I thoroughly enjoy running, rock climbing, and yoga, but I’ve never been a fan of team sports. The rules of baseball, basketball, football, tennis, and other mindless ball tossing games are complete mysteries to me. I never grasped the rules of sports at a young age, so why start now?
I knew during my early elementary school days that I was more bookish than athletic, so I spent a lot of time during P.E. class making up stories in my head. Coach Kelly, an impatient twenty-something P.E instructor, got so fed up with my admitted bad attitude and downright awful attempts at sports that she forbade me from coming back to her class ever again. Mind you, the ruling came after several parent-teacher conferences, and the end of the year was close, anyway. I found it rather amusing that she thought she was punishing me by ordering me to go to another location, but I reveled in the chance to miss gym class. It gave me more time to construct fiction tales.

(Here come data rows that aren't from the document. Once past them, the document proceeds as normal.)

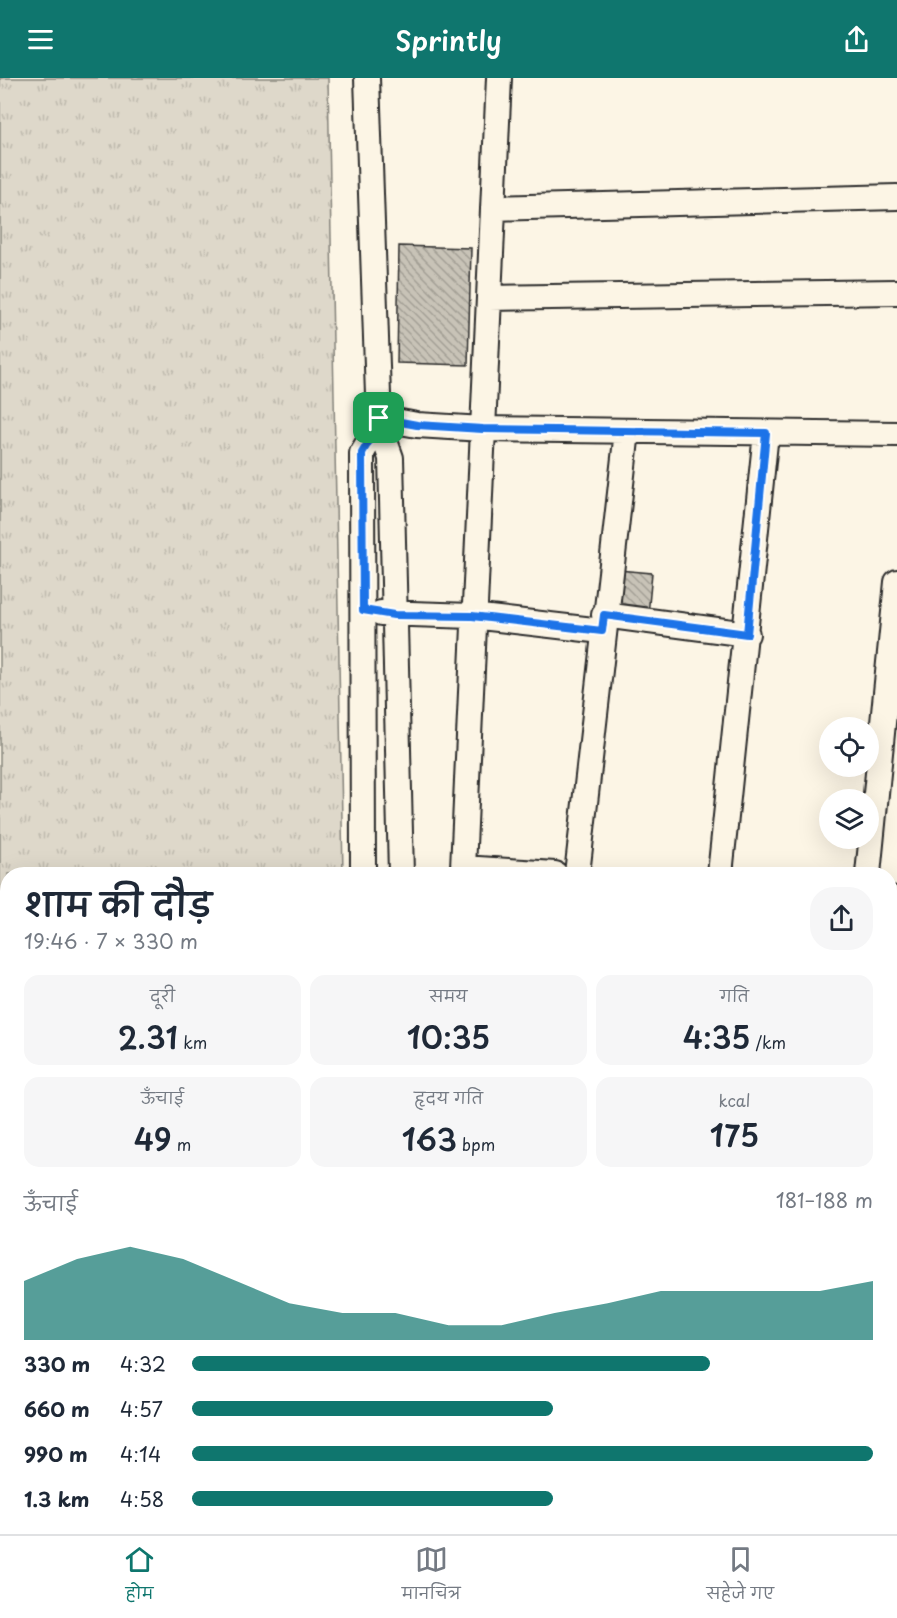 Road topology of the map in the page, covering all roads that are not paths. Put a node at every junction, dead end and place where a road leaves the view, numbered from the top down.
1 (367, 78) edge
2 (499, 78) edge
3 (897, 198) edge
4 (493, 208) junction
5 (897, 292) edge
6 (489, 298) junction
7 (379, 421) junction
8 (483, 429) junction
9 (627, 431) junction
10 (766, 433) junction
11 (897, 435) edge
12 (897, 582) edge
13 (363, 610) junction
14 (394, 615) junction
15 (472, 616) junction
16 (603, 623) junction
17 (747, 634) junction
18 (363, 867) edge
19 (401, 867) edge
20 (463, 867) edge
21 (578, 867) edge
22 (721, 867) edge
23 (869, 867) edge

1 - 7 street
2 - 4 street
3 - 4 street
4 - 6 street
5 - 6 street
6 - 8 street
7 - 8 street
7 - 13 street
7 - 14 street
8 - 9 street
8 - 15 street
9 - 10 street
9 - 16 street
10 - 11 street
10 - 17 street
12 - 23 street
13 - 14 street
13 - 18 street
14 - 15 street
14 - 19 street
15 - 16 street
15 - 20 street
16 - 17 street
16 - 21 street
17 - 22 street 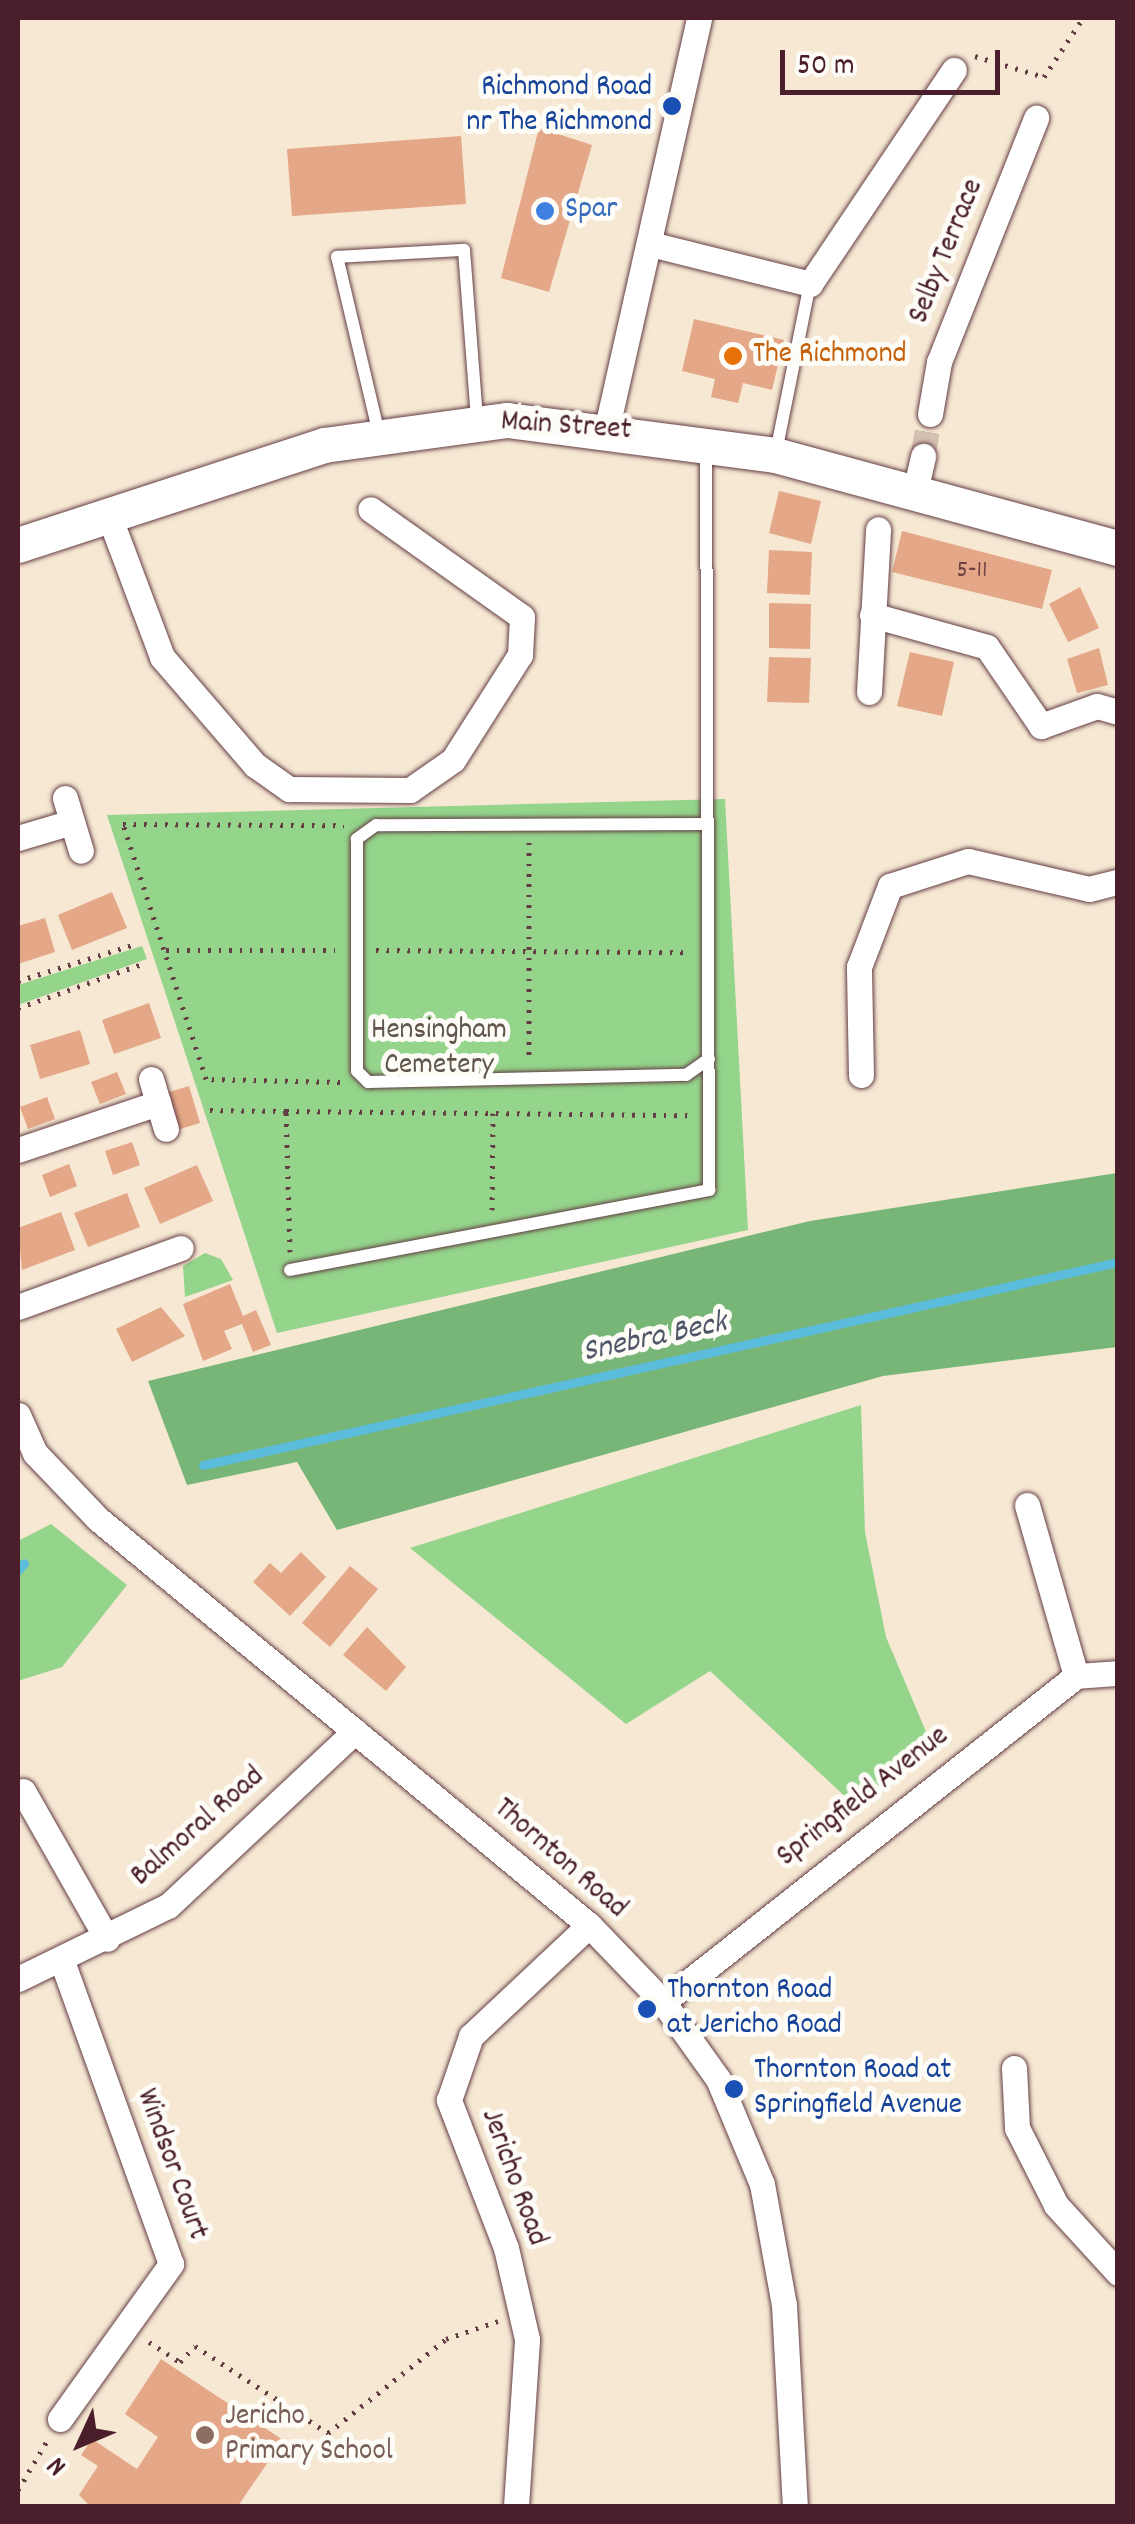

As you may assume, I was rudely awakened by middle school, where I had to engage in P.E. class regardless of my negativity. I had my ways of avoiding participation, however. During baseball games, I’d run to the very end of the outfield so the chances of having to catch the ball were slim. When I had to wait in the softball dugout to go up to bat, I’d sneak to the back of the line and stay there until someone figured out my conspiracy and told the teacher I was manipulating the system. Fortunately for me, I was such a useless team player that most people didn’t even bother ratting me out because my contributions to the game would have hurt their chances of winning.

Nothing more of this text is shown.